From July 6, 2010 to August 27, 2010, we completed a private placement of convertible debentures (each, a “Debenture”) for total gross proceeds of Cdn$322,399, which will be used for general working capital purposes.

On July 6, 2010, we issued Debentures totaling Cdn$50,000; on July 8, 2010, we issued Debentures totaling Cdn$50,000; on July 22, 2010, we issued Debentures totaling Cdn$10,000; on July 29, 2010, we issued Debentures totaling Cdn$50,000; on August 12, 2010, we issued Debentures totaling Cdn$99,123; and on August 27, 2010, we issued Debentures totaling Cdn$63,276.

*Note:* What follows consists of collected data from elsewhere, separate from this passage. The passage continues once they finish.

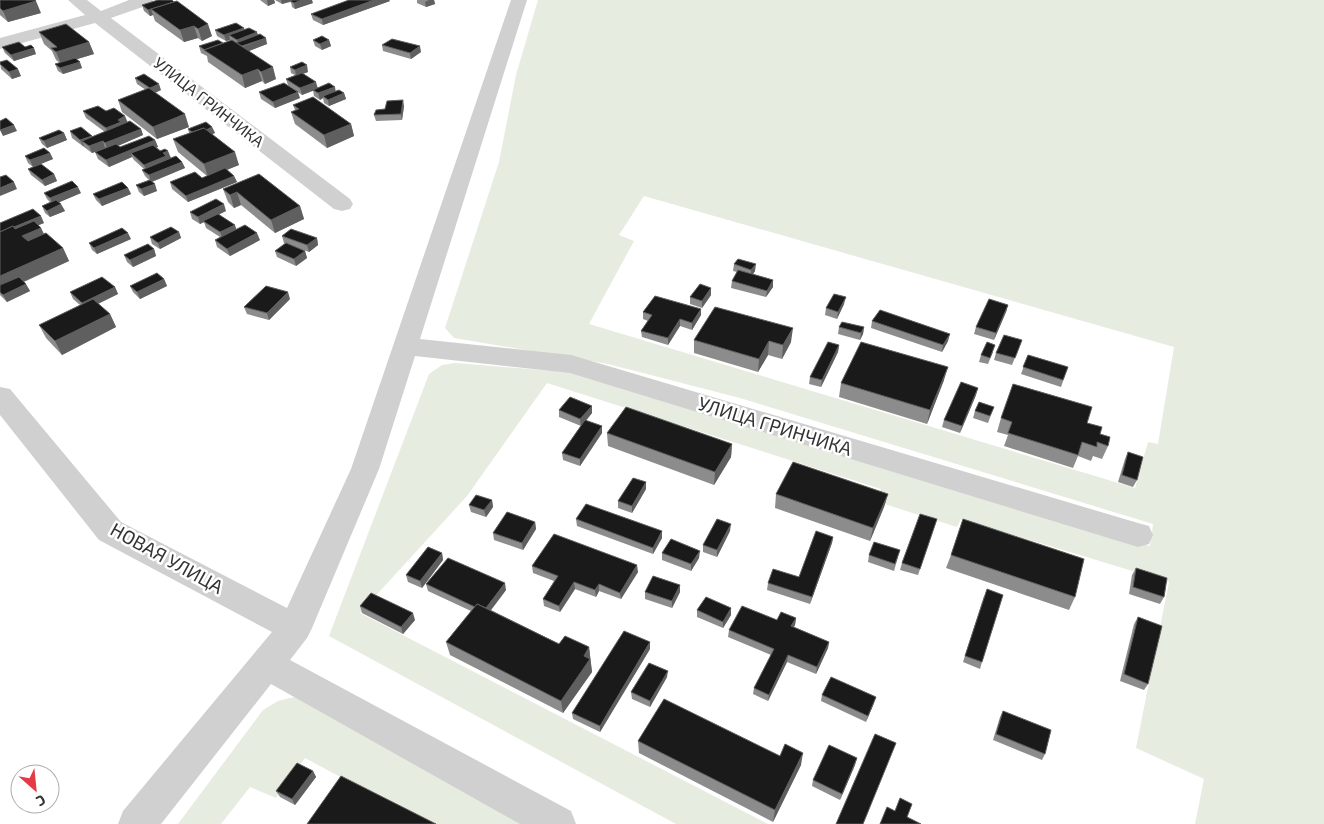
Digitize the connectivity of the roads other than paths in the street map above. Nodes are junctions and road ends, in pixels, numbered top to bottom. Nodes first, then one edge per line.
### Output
1 (76, 0) edge
2 (145, 0) edge
3 (519, 0) edge
4 (99, 17) junction
5 (0, 44) edge
6 (342, 204) dead end
7 (406, 346) junction
8 (0, 396) edge
9 (1138, 535) dead end
10 (295, 628) junction
11 (266, 664) junction
12 (137, 824) edge
13 (557, 824) edge

1 - 4 street, УЛИЦА ГРИНЧИКА
2 - 4 street
3 - 7 street
4 - 5 street
4 - 6 street, УЛИЦА ГРИНЧИКА
7 - 9 street, УЛИЦА ГРИНЧИКА
7 - 10 street
8 - 10 street, НОВАЯ УЛИЦА
10 - 11 street
11 - 12 street
11 - 13 street

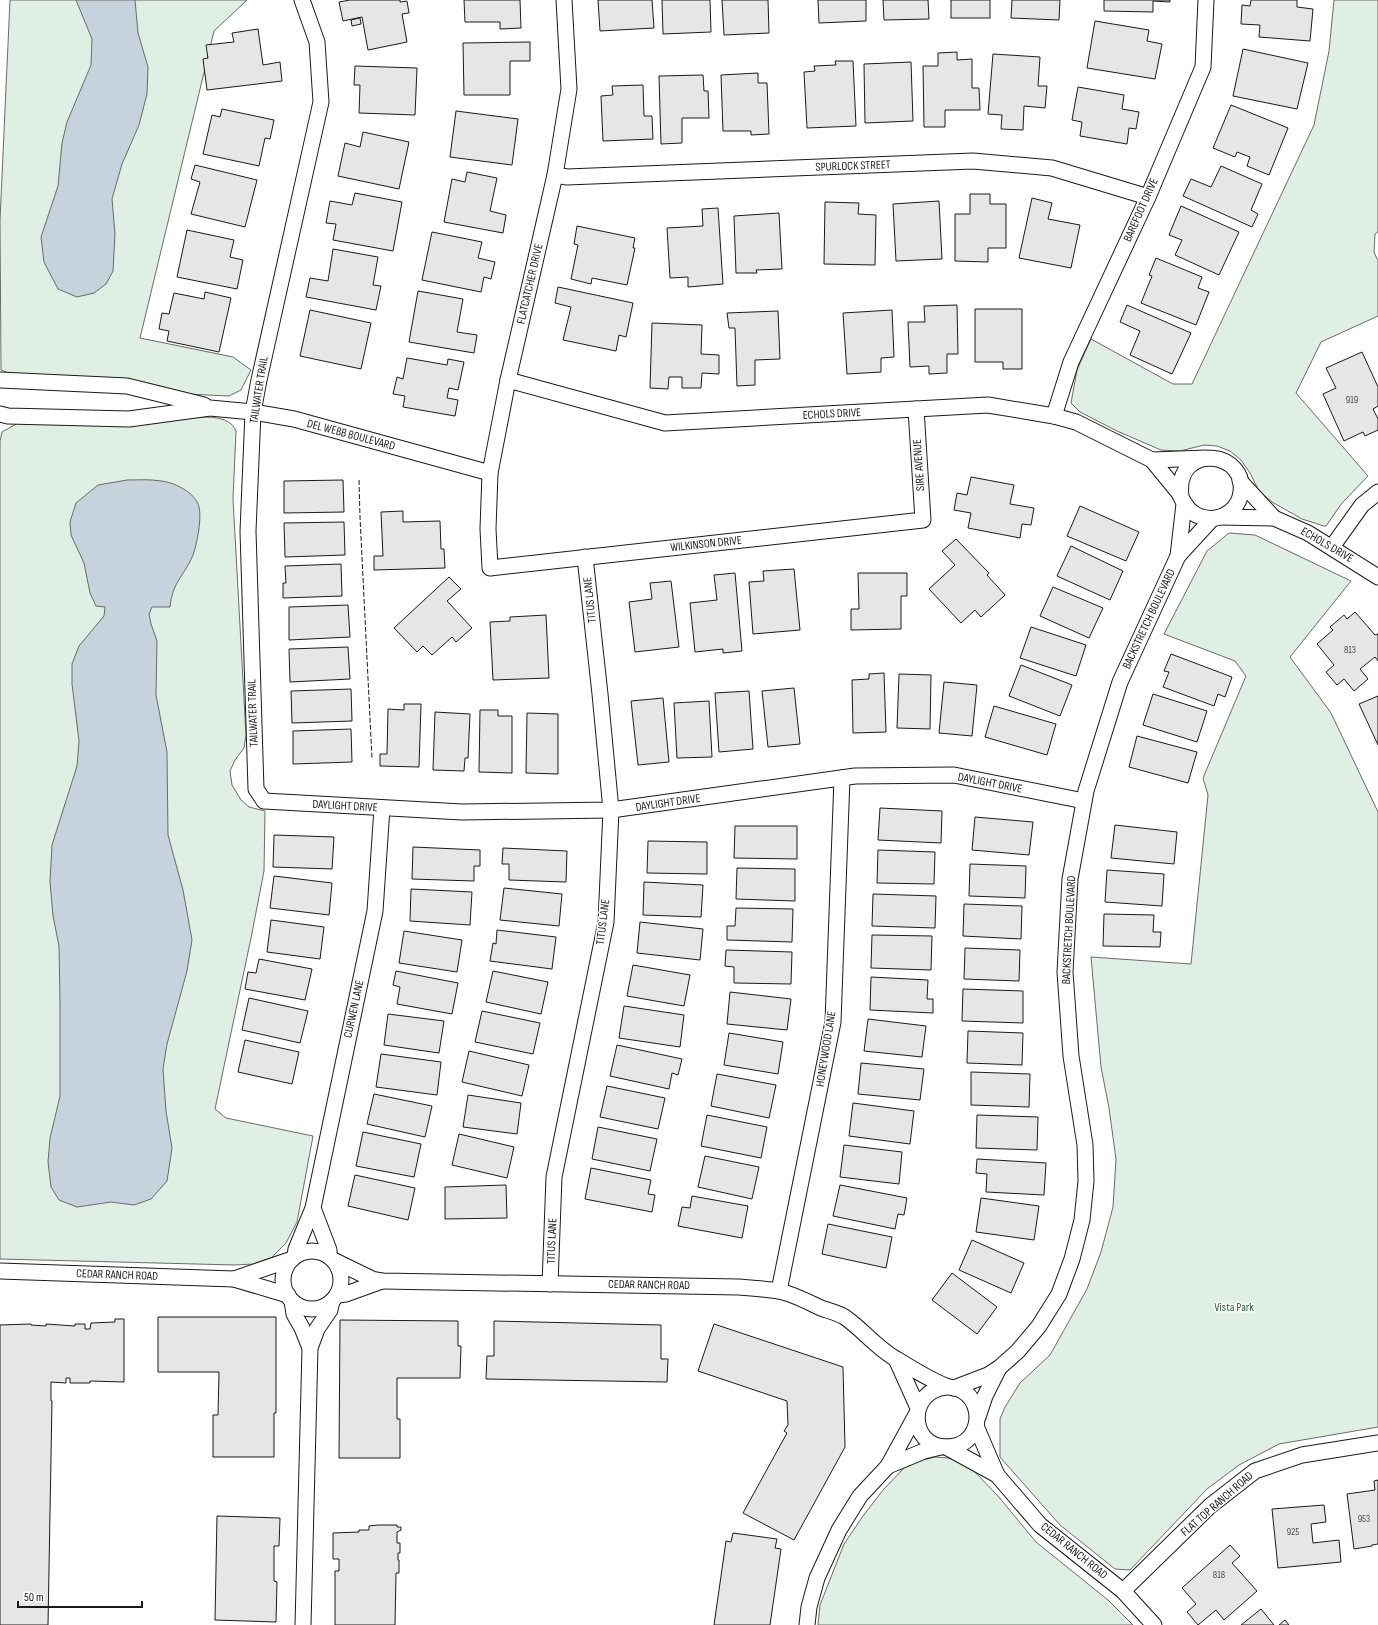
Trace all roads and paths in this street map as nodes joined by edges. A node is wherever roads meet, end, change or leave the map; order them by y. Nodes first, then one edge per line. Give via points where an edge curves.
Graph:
1 (302, 0) edge
2 (564, 0) edge
3 (1206, 0) edge
4 (555, 175) junction
5 (1148, 197) junction
6 (0, 380) edge
7 (508, 380) junction
8 (210, 408) junction
9 (916, 409) junction
10 (253, 412) junction
11 (0, 414) edge
12 (1054, 416) junction
13 (1206, 458) junction
14 (1152, 460) junction
15 (490, 473) junction
16 (1240, 480) junction
17 (1378, 492) edge
18 (1183, 500) junction
19 (1216, 518) junction
20 (1274, 518) junction
21 (922, 520) joint
22 (1332, 547) junction
23 (1178, 556) junction
24 (585, 558) junction
25 (490, 568) joint
26 (1378, 577) edge
27 (842, 778) junction
28 (256, 789) joint
29 (1084, 801) junction
30 (382, 808) junction
31 (611, 810) junction
32 (313, 1208) junction
33 (294, 1257) junction
34 (332, 1258) junction
35 (0, 1271) edge
36 (234, 1279) junction
37 (382, 1281) junction
38 (550, 1284) junction
39 (779, 1291) junction
40 (290, 1298) junction
41 (335, 1298) junction
42 (310, 1348) junction
43 (896, 1360) junction
44 (999, 1368) junction
45 (951, 1387) junction
46 (917, 1410) junction
47 (977, 1422) junction
48 (1378, 1443) edge
49 (944, 1447) junction
50 (888, 1466) junction
51 (996, 1475) junction
52 (1123, 1591) junction
53 (303, 1625) edge
54 (807, 1625) edge
55 (1154, 1625) edge

1 - 10 street, TAILWATER TRAIL via 317,42 321,102
2 - 4 street, FLATCATCHER DRIVE via 569,89
3 - 5 street, BAREFOOT DRIVE via 1203,67
4 - 5 street, SPURLOCK STREET via 567,177 973,161 1052,168
4 - 7 street, FLATCATCHER DRIVE
5 - 12 street, BAREFOOT DRIVE via 1071,362
6 - 8 street, DEL WEBB BOULEVARD via 127,386
7 - 9 street, ECHOLS DRIVE via 665,423
7 - 15 street, FLATCATCHER DRIVE
8 - 10 street, DEL WEBB BOULEVARD
8 - 11 street, DEL WEBB BOULEVARD via 129,419
9 - 12 street, ECHOLS DRIVE via 988,405
9 - 21 street, SIRE AVENUE
10 - 15 street, DEL WEBB BOULEVARD via 294,419
10 - 28 street, TAILWATER TRAIL via 248,531
12 - 14 street, ECHOLS DRIVE via 1076,422
13 - 14 street, ECHOLS DRIVE
13 - 16 street via 1223,460 1231,465
13 - 18 street via 1198,460 1185,471 1180,488
14 - 18 street, ECHOLS DRIVE
15 - 25 street, FLATCATCHER DRIVE
16 - 19 street via 1240,498 1235,506 1229,513
16 - 20 street, ECHOLS DRIVE
17 - 22 street via 1362,505
18 - 19 street via 1189,510 1196,515
18 - 23 street, BACKSTRETCH BOULEVARD
19 - 20 street, ECHOLS DRIVE
19 - 23 street, BACKSTRETCH BOULEVARD
20 - 22 street, ECHOLS DRIVE
21 - 24 street, WILKINSON DRIVE
22 - 26 street, ECHOLS DRIVE
23 - 29 street, BACKSTRETCH BOULEVARD via 1120,682
24 - 25 street, WILKINSON DRIVE
24 - 31 street, TITUS LANE
27 - 29 street, DAYLIGHT DRIVE via 954,775
27 - 31 street, DAYLIGHT DRIVE
27 - 39 street, HONEYWOOD LANE via 833,1022
28 - 30 street, DAYLIGHT DRIVE via 264,801
29 - 44 street, BACKSTRETCH BOULEVARD via 1070,879 1064,972 1071,1056 1085,1145 1086,1181 1082,1220 1072,1259 1059,1294 1035,1331
30 - 31 street, DAYLIGHT DRIVE via 462,812
30 - 32 street, CURWEN LANE via 375,911
31 - 38 street, TITUS LANE via 606,922 554,1177
32 - 33 street, CURWEN LANE
32 - 34 street
33 - 34 street via 312,1250
33 - 36 street, CEDAR RANCH ROAD
33 - 40 street via 283,1275 284,1289
34 - 37 street, CEDAR RANCH ROAD via 372,1279
34 - 41 street via 342,1274 342,1282
35 - 36 street, CEDAR RANCH ROAD
36 - 40 street, CEDAR RANCH ROAD
37 - 38 street, CEDAR RANCH ROAD
37 - 41 street, CEDAR RANCH ROAD
38 - 39 street, CEDAR RANCH ROAD via 740,1287
39 - 43 street, CEDAR RANCH ROAD via 845,1317
40 - 41 street via 305,1308 312,1309 320,1308
40 - 42 street via 294,1314
41 - 42 street via 317,1329
42 - 53 street
43 - 45 street, CEDAR RANCH ROAD
43 - 46 street, CEDAR RANCH ROAD
44 - 45 street, BACKSTRETCH BOULEVARD via 988,1375
44 - 47 street, BACKSTRETCH BOULEVARD via 985,1396
45 - 46 street via 941,1387 929,1392
45 - 47 street via 961,1390 971,1398 977,1411
46 - 49 street via 920,1432 929,1441
46 - 50 street
47 - 49 street via 965,1442
47 - 51 street, CEDAR RANCH ROAD
48 - 52 street, FLAT TOP RANCH ROAD via 1302,1455 1255,1471 1210,1506
49 - 50 street via 924,1451
49 - 51 street, CEDAR RANCH ROAD
50 - 54 street via 860,1496 840,1530 817,1578
51 - 52 street, CEDAR RANCH ROAD via 1040,1525
52 - 55 street, CEDAR RANCH ROAD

The Debentures have a maturity of one year, bear interest at the rate of 10% per annum, and, subject to our company being listed on the TSX Venture Exchange or similar exchange, the Debentures may be convertible into units (each, a "Unit") at a conversion price of Cdn$0.05 per Unit. Each Unit will consist of one common share of our company and one additional common share purchase warrant (each, a "Warrant"). Each Warrant will entitle the holder to purchase one additional common share of our company at an exercise price of Cdn$0.10 for a period of 24 months from the date of conversion. The securities offered have not been and will not be registered under the United States Securities Act of 1933 and may not be offered or sold in the United States absent registration or an applicable exemption from registration requirements.

Debentures representing Cdn$160,000 were issued to six accredited investors, in an offshore transaction relying on Regulation S and/or Section 4(2) of the Securities Act of 1933.

Debentures representing Cdn$162,399 were issued to 11 accredited investors, relying on Rule 506 and/or Section 4(2) of the Securities Act of 1933.

Please review the Form of Private Placement Subscription Agreement and Debenture filed as exhibits to this Current Report on Form 8-K, for a complete description of all of the terms and conditions of the private placement.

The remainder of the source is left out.